Transcutaneous cranial electrical stimulation with Limoge's currents has been shown to facilitate anesthesia/analgesia in surgical patients. However, the neurobiologic substrate of this effect remains unknown. The present study was designed to analyze the influence of transcranial electrical stimulation (TCES) on halothane requirements in rats and the contribution of the central endogenous opioid, alpha-2-adrenergic and 5-hydroxytryptamine (5-HT1 and 5-HT2) serotonergic systems to this effect.
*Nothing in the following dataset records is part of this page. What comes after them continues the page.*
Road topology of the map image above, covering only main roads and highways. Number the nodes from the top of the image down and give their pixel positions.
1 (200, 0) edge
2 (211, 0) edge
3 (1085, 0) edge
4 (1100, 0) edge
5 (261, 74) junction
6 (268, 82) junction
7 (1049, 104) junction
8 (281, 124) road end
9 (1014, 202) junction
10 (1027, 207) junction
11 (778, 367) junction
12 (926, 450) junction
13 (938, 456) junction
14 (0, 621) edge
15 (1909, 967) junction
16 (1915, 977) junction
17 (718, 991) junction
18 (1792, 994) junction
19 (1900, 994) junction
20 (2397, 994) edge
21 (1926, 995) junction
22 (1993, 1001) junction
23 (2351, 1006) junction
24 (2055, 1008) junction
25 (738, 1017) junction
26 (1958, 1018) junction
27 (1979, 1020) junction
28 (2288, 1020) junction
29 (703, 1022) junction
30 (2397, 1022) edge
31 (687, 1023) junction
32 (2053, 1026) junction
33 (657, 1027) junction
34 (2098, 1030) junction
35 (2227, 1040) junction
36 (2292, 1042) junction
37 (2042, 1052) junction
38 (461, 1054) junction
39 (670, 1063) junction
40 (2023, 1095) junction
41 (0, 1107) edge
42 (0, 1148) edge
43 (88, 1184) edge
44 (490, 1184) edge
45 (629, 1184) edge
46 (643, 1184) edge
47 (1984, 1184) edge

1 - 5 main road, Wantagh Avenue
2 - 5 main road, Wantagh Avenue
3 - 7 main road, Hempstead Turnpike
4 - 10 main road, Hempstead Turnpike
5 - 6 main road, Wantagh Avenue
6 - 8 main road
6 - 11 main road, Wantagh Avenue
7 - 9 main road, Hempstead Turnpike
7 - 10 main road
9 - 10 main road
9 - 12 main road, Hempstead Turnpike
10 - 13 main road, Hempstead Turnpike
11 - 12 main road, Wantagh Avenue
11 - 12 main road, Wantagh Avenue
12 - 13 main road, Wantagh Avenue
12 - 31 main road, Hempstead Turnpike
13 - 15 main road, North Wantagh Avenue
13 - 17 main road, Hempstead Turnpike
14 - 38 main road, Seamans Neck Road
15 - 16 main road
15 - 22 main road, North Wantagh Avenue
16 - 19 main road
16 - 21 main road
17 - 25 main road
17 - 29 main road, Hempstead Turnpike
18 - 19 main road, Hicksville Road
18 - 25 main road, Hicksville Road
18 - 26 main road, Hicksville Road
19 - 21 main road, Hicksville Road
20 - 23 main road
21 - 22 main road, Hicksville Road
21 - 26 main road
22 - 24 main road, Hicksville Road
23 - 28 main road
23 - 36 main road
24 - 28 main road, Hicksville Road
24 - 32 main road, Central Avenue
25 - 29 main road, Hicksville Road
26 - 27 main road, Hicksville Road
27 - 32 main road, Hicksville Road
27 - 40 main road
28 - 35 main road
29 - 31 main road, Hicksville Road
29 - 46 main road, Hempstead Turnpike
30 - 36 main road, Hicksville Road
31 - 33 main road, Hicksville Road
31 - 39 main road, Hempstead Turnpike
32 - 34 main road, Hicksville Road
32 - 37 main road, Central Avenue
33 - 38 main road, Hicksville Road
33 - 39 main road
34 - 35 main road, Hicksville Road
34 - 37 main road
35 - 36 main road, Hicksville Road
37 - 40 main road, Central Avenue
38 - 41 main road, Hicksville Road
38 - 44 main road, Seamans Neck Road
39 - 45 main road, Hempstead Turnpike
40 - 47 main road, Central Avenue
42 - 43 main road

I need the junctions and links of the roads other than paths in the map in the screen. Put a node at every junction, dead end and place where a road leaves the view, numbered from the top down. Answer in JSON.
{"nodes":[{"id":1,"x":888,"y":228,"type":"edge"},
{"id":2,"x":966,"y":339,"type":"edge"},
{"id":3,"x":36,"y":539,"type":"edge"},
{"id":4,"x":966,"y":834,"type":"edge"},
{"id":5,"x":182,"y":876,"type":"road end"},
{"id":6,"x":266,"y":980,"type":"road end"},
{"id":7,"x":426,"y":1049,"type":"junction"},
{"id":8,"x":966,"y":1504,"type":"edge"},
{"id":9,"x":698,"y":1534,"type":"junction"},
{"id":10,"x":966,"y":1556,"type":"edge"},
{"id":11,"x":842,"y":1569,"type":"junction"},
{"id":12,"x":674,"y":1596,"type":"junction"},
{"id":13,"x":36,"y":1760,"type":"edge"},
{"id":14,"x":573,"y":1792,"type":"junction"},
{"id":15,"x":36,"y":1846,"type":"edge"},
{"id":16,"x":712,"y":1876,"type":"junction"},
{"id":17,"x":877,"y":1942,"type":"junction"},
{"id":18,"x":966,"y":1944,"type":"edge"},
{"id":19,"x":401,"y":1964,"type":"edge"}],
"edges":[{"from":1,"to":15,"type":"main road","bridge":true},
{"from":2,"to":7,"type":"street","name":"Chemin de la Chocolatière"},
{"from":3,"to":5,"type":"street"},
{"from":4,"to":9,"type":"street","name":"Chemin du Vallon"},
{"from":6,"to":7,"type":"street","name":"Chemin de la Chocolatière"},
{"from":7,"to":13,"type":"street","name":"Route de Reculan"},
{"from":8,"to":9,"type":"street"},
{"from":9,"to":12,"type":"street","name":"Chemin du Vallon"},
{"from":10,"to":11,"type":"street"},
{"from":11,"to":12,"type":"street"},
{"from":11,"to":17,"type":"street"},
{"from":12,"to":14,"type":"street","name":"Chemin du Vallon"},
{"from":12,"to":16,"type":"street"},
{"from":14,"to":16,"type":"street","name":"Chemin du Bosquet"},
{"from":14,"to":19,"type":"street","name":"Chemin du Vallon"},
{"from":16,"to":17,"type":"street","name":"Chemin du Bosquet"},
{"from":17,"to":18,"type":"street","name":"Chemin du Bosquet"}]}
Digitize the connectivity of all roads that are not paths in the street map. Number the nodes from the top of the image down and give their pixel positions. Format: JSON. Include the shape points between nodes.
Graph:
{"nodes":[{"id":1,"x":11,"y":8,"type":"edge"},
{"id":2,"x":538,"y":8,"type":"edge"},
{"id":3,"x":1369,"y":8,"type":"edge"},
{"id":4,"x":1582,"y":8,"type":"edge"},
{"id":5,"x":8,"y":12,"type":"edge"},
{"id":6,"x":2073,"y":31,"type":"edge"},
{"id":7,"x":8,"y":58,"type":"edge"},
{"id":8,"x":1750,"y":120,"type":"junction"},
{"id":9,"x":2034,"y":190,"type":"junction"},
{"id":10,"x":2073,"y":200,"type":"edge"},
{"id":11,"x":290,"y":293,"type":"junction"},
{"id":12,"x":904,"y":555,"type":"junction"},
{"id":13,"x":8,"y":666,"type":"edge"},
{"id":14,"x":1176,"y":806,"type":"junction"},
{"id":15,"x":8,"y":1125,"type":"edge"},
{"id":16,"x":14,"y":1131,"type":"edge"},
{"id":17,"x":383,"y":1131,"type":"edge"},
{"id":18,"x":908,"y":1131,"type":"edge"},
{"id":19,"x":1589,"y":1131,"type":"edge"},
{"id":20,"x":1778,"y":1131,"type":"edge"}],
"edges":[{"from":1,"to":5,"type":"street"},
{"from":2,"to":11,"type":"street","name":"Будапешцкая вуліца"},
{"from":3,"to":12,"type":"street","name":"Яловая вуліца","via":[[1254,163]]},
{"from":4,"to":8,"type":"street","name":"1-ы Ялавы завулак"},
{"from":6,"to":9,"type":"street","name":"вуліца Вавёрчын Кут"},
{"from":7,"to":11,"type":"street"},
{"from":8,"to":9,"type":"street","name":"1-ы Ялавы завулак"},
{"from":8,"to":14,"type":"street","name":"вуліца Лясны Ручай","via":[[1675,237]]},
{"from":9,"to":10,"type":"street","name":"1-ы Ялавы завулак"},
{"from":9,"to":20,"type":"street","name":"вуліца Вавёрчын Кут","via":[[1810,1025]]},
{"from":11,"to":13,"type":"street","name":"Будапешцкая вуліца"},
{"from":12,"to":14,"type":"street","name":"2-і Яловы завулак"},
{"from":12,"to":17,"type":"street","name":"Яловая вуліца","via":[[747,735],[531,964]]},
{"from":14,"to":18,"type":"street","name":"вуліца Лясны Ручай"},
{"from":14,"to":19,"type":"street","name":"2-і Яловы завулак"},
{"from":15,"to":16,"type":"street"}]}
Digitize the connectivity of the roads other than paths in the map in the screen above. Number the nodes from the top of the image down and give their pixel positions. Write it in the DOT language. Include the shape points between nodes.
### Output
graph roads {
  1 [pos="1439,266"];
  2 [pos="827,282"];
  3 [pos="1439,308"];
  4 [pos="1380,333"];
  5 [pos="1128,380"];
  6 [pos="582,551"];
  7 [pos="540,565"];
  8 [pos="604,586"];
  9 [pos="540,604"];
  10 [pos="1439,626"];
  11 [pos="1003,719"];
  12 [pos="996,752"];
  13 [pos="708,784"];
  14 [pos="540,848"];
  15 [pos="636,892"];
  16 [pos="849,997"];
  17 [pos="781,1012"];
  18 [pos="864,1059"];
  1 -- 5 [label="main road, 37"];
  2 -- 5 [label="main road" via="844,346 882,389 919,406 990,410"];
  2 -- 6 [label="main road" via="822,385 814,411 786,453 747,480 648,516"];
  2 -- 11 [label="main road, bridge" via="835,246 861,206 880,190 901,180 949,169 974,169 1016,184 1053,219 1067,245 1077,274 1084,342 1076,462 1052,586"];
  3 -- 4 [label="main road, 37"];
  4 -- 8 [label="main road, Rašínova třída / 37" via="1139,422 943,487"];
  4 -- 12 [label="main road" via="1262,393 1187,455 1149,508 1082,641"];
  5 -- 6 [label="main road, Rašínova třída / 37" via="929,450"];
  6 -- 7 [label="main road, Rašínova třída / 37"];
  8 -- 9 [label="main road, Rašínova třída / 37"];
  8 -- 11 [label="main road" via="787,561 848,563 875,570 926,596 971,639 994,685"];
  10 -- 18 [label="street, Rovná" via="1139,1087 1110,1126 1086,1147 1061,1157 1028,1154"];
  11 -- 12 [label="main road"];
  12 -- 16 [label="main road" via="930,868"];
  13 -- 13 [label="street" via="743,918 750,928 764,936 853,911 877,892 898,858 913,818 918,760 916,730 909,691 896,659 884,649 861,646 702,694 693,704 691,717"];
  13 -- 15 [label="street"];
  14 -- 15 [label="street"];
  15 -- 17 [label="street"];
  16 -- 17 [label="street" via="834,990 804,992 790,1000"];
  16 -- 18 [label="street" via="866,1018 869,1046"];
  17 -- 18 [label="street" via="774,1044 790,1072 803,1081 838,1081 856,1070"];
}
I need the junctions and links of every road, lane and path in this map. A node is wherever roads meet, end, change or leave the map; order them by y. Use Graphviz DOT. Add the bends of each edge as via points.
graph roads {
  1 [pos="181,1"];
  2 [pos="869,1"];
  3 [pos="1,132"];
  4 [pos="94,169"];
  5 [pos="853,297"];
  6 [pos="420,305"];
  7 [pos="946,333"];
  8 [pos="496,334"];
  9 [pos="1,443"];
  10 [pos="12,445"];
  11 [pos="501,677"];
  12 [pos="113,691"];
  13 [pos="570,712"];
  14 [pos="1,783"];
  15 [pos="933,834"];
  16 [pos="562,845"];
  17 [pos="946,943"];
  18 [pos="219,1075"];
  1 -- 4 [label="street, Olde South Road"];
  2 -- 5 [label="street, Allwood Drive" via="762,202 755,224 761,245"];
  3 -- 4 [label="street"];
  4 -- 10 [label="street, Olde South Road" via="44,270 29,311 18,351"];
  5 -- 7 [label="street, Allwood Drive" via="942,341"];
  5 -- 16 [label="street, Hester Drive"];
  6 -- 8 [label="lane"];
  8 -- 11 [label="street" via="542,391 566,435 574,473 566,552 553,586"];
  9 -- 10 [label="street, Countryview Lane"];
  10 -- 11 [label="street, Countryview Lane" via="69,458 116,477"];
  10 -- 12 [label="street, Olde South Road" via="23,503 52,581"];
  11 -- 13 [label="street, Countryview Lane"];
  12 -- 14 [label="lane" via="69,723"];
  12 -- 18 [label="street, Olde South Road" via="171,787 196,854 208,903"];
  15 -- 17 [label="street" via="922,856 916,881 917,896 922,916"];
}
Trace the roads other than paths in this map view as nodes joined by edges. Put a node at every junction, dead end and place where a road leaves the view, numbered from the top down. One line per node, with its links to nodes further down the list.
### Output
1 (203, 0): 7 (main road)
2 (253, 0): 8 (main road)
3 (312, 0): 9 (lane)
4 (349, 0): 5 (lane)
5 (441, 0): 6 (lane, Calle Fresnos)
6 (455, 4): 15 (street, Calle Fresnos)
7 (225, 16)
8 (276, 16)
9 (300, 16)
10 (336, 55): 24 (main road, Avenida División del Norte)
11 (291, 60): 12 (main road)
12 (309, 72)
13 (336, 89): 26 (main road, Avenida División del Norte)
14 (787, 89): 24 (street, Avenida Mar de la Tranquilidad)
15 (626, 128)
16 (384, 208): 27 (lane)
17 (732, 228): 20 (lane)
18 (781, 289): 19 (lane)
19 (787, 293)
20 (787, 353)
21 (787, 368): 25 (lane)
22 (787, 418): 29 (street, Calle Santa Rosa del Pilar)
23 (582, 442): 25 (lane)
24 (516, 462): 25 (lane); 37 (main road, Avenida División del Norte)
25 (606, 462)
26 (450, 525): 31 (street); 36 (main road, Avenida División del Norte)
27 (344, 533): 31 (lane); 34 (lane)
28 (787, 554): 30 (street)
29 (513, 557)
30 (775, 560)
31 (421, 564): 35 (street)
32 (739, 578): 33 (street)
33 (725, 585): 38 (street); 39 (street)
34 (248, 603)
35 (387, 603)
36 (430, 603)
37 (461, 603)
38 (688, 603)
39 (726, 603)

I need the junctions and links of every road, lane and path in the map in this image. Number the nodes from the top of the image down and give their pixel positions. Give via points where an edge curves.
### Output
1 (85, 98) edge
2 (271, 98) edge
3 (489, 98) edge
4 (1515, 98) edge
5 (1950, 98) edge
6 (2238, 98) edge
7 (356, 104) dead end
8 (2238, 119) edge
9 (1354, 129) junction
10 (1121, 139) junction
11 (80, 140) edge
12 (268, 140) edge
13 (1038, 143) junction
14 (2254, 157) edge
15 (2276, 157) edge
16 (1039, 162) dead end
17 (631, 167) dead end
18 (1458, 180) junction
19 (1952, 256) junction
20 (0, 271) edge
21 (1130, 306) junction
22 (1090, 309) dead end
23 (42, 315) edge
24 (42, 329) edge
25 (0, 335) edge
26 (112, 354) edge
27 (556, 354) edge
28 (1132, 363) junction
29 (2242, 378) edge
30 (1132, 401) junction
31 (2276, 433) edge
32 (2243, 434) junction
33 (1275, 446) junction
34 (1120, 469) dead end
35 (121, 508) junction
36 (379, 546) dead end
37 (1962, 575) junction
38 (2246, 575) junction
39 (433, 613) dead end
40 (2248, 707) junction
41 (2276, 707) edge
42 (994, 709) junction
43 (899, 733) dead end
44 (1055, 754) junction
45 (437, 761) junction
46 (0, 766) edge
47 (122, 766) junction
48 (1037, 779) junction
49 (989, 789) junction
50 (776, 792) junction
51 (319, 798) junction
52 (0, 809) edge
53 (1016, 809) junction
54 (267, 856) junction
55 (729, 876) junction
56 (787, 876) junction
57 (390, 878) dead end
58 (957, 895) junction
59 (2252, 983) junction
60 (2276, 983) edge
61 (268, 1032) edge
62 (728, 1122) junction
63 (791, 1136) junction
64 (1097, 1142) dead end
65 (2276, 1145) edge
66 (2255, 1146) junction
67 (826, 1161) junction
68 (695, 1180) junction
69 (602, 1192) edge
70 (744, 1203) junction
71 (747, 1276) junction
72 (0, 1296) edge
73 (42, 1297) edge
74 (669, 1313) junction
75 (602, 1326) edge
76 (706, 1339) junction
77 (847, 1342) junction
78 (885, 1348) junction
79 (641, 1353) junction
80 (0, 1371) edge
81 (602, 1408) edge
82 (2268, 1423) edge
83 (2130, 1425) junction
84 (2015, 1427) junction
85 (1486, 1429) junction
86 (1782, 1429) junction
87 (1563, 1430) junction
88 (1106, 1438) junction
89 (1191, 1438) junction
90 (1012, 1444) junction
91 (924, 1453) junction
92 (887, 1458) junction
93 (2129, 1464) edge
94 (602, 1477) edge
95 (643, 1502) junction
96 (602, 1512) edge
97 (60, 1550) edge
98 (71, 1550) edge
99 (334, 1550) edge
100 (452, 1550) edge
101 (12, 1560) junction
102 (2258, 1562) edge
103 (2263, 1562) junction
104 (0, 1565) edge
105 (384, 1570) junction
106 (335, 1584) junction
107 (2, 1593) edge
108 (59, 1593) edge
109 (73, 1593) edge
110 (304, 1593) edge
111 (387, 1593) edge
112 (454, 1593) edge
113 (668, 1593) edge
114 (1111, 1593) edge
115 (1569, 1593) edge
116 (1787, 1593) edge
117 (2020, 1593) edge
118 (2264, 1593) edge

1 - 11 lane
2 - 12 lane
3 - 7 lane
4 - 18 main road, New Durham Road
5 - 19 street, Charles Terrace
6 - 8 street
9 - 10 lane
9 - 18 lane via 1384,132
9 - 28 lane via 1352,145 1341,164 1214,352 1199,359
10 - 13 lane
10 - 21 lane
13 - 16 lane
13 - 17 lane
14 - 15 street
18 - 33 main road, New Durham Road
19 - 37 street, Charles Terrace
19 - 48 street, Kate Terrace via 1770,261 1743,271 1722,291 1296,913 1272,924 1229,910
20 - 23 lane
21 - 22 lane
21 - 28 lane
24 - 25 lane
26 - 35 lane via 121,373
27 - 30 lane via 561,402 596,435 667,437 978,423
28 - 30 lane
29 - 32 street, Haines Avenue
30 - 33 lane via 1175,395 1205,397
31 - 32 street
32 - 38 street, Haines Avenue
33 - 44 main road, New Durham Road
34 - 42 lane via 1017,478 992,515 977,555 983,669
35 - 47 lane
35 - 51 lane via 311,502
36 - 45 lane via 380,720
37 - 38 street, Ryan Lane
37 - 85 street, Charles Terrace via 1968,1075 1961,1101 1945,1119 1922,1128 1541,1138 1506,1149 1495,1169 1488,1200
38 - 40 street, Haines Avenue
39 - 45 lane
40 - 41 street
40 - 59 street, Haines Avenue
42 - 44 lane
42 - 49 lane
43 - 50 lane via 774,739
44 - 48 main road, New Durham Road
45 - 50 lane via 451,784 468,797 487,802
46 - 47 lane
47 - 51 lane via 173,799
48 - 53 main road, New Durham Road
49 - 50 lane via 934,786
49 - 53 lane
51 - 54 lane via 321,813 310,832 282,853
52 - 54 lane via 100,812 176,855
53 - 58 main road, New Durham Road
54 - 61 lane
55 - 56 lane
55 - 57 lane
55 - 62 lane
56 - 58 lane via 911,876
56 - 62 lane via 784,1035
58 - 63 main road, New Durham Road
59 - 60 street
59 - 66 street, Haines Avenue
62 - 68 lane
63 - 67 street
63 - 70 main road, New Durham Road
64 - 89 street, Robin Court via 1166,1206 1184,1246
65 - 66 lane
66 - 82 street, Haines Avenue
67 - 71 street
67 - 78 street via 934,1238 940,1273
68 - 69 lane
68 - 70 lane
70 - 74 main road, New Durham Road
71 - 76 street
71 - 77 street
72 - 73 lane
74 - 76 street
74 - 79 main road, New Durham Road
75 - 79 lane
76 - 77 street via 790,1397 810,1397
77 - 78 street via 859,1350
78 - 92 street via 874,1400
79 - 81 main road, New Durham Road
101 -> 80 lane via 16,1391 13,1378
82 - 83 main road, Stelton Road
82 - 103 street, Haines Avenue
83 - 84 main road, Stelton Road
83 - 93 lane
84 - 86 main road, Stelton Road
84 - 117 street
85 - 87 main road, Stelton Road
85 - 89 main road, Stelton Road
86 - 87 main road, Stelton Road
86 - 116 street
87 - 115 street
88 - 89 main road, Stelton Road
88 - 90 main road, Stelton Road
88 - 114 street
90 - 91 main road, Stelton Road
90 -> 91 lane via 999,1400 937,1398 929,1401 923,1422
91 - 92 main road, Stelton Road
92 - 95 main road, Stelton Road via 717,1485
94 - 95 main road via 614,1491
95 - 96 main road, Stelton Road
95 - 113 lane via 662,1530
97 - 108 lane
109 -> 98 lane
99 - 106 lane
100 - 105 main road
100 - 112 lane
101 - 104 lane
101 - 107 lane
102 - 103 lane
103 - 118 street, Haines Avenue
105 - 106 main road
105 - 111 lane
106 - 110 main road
The influence of TCES on the MAC of halothane (MACH) and its reversibility by a subcutaneous 2 mg/kg naloxone injection were first determined in 20 rats using a randomized blinded protocol. MACH was decreased markedly in stimulated animals (TCES, n = 10) in comparison with sham-operated nonstimulated rats (controls, n = 10): MACH = 0.60 +/- 0.15, mean +/- SD, versus 1.07 +/- 0.05 vol%, P < 0.001. In TCES animals, naloxone administration restored MACH values to the levels of controls but failed to affect MACH in controls. The influence of the duration of TCES applied prior to MACH determination was further investigated in 30 animals. The magnitude of MACH reduction was significantly increased with the cumulative duration of stimulation. For each duration of stimulation tested, administration of a 5-mu-g intracerebroventricular (icv) dose of the enkephalinase inhibitor thiorphan significantly enhanced TCES effects (P < 0.05). Finally, the icv administration of a 15-mu-g naloxone dose appeared to reverse completely the MACH reduction elicited by TCES (n = 8, P < 0.01). In contrast, neither the alpha-2-adrenergic (norepinephrine) blocker yohimbine (30-mu-g, n = 8) nor the nonselective serotonergic (5-HT) antagonist methysergide (30-mu-g, n = 8) or the selective 5-HT2 antagonist ritanserin (30-mu-g, n = 8) given icv were effective in this regard. Taken together, these results indicate that TCES significantly reduces halothane requirements in rats and support the involvement of the endogenous opioid, but not monoaminergic systems, in this effect.